▶ _INPUT MATERIAL_
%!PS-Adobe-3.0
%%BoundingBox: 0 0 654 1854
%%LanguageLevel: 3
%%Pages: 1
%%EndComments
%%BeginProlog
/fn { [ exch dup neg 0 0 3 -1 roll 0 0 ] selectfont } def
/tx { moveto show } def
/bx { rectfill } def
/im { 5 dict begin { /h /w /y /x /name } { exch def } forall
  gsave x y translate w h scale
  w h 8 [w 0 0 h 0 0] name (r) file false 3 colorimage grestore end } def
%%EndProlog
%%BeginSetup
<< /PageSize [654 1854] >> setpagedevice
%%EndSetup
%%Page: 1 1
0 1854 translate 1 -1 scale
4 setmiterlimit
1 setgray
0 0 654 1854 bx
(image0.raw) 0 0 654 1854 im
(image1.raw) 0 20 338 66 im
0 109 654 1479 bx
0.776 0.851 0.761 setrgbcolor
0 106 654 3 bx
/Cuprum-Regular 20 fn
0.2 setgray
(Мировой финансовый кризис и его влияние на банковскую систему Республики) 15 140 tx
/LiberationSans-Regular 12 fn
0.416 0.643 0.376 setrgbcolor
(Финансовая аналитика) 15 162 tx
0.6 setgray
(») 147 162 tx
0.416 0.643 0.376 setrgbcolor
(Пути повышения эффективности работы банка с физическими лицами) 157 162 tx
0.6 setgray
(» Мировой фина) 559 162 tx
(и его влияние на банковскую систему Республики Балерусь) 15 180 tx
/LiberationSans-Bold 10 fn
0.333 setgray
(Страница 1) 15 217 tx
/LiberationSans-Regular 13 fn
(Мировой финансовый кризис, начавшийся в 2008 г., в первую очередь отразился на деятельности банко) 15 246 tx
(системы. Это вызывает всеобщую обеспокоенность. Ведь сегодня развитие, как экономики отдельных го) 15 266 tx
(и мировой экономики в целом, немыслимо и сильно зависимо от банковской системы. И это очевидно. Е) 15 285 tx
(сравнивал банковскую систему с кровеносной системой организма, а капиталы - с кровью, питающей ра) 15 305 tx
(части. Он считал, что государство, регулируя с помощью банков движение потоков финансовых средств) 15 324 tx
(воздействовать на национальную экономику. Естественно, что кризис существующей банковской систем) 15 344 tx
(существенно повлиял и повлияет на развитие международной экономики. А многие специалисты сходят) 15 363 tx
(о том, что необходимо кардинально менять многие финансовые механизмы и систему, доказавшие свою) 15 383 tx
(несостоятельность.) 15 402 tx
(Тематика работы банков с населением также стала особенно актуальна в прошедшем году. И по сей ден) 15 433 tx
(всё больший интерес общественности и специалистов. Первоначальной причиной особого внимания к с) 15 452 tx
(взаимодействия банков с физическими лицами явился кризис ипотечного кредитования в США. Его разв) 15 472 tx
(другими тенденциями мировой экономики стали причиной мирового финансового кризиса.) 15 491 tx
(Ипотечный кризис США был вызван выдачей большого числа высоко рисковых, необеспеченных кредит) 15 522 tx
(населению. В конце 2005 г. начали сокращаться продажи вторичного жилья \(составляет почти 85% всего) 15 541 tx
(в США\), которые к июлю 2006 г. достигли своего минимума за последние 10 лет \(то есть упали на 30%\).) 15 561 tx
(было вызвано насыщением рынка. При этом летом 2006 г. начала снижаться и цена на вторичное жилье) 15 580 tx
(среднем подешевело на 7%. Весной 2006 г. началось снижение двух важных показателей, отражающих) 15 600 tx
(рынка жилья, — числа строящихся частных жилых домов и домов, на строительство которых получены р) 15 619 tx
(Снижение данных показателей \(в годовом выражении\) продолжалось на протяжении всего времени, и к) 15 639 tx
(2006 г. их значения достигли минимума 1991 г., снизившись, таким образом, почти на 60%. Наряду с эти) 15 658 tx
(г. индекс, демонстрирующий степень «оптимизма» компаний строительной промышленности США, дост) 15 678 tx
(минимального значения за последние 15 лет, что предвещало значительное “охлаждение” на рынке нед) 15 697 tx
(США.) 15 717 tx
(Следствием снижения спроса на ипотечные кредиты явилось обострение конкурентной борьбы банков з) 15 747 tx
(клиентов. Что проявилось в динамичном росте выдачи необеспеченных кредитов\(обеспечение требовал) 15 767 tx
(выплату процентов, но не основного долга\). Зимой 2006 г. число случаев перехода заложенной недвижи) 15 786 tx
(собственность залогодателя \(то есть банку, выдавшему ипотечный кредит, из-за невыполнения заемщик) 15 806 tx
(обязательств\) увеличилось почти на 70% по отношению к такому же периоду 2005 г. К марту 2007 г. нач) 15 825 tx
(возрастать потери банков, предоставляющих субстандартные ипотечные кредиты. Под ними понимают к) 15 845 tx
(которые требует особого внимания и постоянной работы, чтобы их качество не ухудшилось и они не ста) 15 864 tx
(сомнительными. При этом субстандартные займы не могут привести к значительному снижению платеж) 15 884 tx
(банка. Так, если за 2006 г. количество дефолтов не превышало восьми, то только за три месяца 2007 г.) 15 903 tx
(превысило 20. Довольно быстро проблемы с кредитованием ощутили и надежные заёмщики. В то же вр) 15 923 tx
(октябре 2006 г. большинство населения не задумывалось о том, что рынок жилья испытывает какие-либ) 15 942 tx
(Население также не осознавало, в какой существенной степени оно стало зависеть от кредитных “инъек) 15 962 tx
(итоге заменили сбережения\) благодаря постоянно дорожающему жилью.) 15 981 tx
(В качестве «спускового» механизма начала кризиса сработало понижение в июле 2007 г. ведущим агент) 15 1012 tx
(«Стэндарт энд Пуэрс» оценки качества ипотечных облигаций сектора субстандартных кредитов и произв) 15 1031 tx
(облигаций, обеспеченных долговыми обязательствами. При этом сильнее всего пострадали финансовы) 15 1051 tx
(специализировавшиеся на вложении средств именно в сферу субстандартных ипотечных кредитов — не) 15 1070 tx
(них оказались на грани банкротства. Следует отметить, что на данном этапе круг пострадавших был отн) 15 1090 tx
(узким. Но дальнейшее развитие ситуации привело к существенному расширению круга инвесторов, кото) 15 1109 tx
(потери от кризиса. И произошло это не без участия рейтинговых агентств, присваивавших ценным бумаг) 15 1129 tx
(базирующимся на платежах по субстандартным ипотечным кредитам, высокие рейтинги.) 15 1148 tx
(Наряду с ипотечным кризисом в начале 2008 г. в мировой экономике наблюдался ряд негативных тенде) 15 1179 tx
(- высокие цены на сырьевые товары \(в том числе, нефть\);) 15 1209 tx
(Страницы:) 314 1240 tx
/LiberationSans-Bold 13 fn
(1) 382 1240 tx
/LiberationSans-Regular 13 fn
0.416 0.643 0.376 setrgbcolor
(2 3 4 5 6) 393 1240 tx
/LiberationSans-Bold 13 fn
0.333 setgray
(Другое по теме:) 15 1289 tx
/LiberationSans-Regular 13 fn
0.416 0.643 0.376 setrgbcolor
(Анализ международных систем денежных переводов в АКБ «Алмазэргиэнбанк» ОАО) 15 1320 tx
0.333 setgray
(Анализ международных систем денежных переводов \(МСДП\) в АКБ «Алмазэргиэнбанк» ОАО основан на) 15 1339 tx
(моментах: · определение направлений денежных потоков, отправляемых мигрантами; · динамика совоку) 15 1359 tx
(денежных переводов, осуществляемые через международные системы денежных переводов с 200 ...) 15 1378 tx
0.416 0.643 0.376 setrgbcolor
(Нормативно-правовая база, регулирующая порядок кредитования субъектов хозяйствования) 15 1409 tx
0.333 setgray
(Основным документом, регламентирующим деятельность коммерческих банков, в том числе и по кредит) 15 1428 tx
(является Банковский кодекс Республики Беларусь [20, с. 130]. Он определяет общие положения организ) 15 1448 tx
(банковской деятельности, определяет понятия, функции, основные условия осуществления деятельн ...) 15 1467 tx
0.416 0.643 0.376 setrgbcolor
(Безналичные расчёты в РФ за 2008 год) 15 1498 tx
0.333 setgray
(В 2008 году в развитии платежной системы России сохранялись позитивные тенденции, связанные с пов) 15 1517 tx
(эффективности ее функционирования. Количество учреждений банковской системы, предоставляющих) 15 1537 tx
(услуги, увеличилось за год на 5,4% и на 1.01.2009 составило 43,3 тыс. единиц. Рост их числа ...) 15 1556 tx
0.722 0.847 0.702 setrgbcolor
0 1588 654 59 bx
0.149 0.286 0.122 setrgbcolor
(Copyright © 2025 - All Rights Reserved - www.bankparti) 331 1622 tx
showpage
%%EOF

---

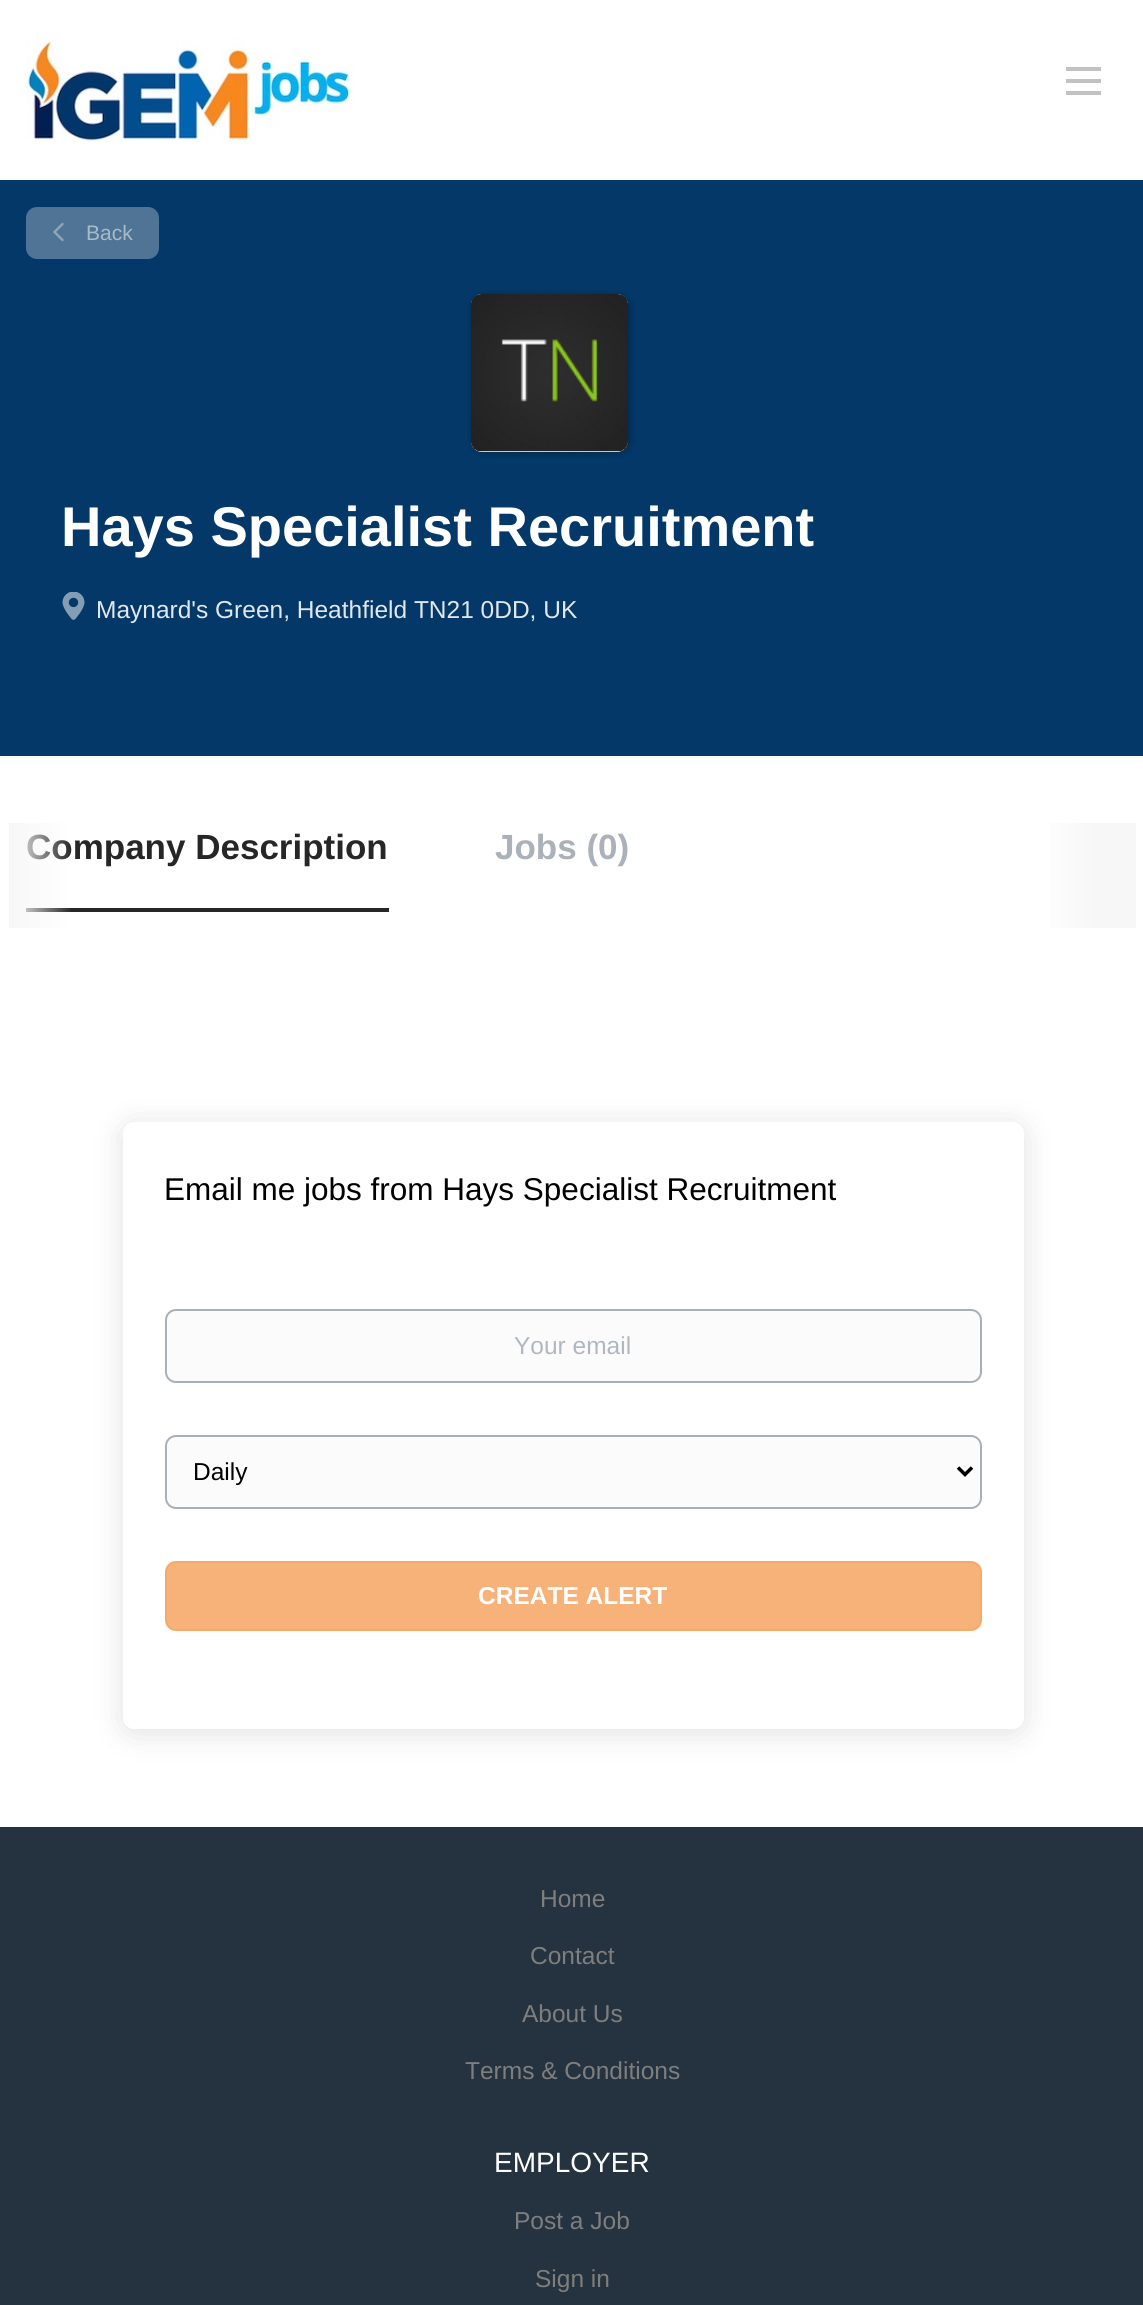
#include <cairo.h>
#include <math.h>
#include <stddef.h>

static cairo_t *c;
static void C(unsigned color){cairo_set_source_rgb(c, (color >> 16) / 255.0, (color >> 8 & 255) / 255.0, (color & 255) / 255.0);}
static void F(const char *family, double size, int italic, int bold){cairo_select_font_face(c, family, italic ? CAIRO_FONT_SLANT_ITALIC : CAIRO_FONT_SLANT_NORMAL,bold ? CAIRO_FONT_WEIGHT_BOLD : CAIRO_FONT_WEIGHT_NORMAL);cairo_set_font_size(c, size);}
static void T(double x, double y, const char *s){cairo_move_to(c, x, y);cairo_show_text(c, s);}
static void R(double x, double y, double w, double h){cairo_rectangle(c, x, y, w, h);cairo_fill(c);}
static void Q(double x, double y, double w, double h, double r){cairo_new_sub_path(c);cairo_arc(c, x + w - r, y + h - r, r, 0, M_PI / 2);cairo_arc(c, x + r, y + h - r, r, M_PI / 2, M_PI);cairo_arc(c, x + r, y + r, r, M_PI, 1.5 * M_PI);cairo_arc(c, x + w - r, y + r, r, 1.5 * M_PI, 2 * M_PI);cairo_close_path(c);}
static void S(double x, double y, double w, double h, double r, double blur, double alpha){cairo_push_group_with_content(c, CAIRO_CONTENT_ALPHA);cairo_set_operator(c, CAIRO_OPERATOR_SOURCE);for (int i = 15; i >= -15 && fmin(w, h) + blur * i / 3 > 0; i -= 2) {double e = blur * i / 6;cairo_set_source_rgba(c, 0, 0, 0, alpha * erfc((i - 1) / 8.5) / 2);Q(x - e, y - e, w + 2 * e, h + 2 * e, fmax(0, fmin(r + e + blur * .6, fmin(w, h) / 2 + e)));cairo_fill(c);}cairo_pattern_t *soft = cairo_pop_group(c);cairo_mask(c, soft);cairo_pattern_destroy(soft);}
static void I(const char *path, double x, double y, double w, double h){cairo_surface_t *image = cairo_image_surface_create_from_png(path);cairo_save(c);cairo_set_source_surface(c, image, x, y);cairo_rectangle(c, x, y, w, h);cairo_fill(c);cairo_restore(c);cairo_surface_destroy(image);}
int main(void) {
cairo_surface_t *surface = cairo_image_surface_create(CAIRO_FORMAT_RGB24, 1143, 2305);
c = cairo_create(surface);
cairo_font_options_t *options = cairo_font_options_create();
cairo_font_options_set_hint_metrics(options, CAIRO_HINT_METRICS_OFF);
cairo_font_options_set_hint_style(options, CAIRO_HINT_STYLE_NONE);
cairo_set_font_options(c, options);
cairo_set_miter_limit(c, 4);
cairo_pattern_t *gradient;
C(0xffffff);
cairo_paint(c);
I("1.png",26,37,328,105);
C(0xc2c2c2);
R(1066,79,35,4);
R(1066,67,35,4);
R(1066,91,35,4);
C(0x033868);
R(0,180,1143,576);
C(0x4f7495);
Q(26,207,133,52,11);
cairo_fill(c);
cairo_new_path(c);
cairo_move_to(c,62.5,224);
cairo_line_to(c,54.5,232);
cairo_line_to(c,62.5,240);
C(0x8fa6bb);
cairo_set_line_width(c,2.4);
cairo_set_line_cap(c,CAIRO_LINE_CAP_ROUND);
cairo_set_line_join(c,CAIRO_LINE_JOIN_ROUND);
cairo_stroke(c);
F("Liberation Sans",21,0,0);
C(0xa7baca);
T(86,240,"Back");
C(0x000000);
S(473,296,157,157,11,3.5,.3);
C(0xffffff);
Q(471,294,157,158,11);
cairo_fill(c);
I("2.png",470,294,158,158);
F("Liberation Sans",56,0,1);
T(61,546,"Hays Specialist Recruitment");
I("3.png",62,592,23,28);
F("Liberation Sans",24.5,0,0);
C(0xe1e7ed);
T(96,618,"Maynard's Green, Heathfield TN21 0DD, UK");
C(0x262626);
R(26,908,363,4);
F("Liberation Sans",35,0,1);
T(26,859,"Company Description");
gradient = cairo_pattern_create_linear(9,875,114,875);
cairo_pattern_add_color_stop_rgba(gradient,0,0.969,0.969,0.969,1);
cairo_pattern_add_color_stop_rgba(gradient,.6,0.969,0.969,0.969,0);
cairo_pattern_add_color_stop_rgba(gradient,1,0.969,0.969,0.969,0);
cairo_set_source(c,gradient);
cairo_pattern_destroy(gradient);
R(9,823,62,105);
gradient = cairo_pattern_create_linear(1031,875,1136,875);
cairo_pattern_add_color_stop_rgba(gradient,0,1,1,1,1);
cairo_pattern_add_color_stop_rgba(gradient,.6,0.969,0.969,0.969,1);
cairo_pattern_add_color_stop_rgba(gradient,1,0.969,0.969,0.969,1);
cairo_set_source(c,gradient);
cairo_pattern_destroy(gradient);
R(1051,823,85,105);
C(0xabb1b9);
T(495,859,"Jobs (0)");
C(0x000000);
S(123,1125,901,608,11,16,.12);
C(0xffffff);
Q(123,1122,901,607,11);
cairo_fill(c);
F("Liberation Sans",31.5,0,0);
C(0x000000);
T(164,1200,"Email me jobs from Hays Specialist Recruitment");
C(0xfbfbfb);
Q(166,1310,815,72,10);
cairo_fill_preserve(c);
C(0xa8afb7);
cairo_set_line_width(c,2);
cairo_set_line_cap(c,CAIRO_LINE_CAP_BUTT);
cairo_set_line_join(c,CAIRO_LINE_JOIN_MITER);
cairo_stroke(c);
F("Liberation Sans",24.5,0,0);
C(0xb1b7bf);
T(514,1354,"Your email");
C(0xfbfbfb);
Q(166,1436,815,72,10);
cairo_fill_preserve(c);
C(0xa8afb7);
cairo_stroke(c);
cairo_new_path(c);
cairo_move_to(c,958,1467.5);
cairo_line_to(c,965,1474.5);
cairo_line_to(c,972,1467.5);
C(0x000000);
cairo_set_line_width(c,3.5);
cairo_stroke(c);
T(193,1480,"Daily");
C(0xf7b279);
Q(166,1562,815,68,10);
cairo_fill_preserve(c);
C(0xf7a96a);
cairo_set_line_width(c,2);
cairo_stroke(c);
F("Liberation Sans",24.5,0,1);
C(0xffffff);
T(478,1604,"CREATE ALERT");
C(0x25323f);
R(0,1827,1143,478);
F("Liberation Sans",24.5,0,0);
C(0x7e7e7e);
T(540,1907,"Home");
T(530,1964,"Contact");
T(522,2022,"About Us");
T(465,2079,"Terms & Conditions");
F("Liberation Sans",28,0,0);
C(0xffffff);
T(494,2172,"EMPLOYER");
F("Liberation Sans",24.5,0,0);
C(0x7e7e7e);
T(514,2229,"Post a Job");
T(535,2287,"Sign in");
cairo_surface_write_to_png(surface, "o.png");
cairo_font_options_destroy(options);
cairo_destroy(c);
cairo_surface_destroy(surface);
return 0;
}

▶ _DIRECTIONS_
Select all lines with the word "char" from the entries above.

▶ _RESPONSE AREA_
static void F(const char *family, double size, int italic, int bold){cairo_select_font_face(c, family, italic ? CAIRO_FONT_SLANT_ITALIC : CAIRO_FONT_SLANT_NORMAL,bold ? CAIRO_FONT_WEIGHT_BOLD : CAIRO_FONT_WEIGHT_NORMAL);cairo_set_font_size(c, size);}
static void T(double x, double y, const char *s){cairo_move_to(c, x, y);cairo_show_text(c, s);}
static void I(const char *path, double x, double y, double w, double h){cairo_surface_t *image = cairo_image_surface_create_from_png(path);cairo_save(c);cairo_set_source_surface(c, image, x, y);cairo_rectangle(c, x, y, w, h);cairo_fill(c);cairo_restore(c);cairo_surface_destroy(image);}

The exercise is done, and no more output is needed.